Some insurance companies make you pay your home insurance premiums on a monthly basis, while others do it on an annual basis. This can make a huge difference in your cash flow, especially since the cash flow for new homebuyers is usually tight. (Some insurers give you a choice between monthly and annual and charge a fee for paying it monthly). Make sure you factor this into your decision when shopping for home insurance.

Property taxes

Property taxes can be another unexpected expense for new homebuyers. While many homebuyers look at the countertops and the stainless steel appliances, many forget to ask about property taxes.
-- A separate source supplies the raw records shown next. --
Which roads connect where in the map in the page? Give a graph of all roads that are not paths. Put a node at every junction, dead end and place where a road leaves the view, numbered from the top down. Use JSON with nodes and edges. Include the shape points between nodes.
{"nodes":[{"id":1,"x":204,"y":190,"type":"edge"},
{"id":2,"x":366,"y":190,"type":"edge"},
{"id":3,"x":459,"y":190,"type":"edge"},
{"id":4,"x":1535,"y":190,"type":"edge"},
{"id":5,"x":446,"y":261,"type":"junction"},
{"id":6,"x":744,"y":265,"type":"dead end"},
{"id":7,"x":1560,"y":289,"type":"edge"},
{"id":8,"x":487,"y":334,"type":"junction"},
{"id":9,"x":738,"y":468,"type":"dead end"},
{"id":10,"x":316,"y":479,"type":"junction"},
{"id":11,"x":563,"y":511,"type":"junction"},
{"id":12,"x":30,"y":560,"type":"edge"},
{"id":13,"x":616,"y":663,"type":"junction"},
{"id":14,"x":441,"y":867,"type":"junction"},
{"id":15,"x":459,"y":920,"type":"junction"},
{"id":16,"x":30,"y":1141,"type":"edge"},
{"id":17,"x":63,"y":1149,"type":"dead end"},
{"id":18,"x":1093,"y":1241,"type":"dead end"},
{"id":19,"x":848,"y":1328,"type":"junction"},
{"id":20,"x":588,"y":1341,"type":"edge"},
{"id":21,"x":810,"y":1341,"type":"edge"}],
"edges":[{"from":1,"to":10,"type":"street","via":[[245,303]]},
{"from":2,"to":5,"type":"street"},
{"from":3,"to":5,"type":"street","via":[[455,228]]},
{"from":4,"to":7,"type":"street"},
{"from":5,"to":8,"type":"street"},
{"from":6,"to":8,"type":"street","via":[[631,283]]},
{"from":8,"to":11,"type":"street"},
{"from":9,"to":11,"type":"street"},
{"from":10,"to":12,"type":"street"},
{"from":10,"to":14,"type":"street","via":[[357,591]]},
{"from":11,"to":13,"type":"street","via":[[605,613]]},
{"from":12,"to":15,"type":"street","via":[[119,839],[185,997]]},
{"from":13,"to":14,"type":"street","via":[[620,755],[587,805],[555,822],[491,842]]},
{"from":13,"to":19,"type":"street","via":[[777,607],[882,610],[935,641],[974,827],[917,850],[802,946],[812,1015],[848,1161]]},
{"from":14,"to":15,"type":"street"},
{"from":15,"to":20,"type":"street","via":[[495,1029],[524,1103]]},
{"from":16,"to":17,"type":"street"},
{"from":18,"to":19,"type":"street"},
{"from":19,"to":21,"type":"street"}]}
The amount of property taxes you pay mainly depends on the city or municipality that you live in, as well as your property’s value. Make sure to factor this into your new home budget.

Something else to budget for is the statements of adjustments. Your real estate lawyer will be responsible for preparing this. If the home seller overpaid for property taxes, you’ll be responsible for reimbursing them. Don’t overlook this.

Land transfer taxes

The third and final unexpected expense to account for when buying a home is land transfer tax. While many homebuyers are aware of property taxes, some buyers overlook land transfer tax. As a buyer of a property, you’ll be responsible for paying your fair share of taxes to the government. The amount of land transfer taxes you’ll pay depends on where you’re buying. Different provinces have different formulas for calculating your land transfer tax. To budget for this ahead of time, speak with your real estate lawyer, who can help your crunch the numbers.

If you’re a first-time home-buyer you’ll usually catch a break on land transfer taxes. However, if you’re buying in the city of Toronto, you’ll pay a double land transfer tax, which can be quite costly, so don’t overlook it.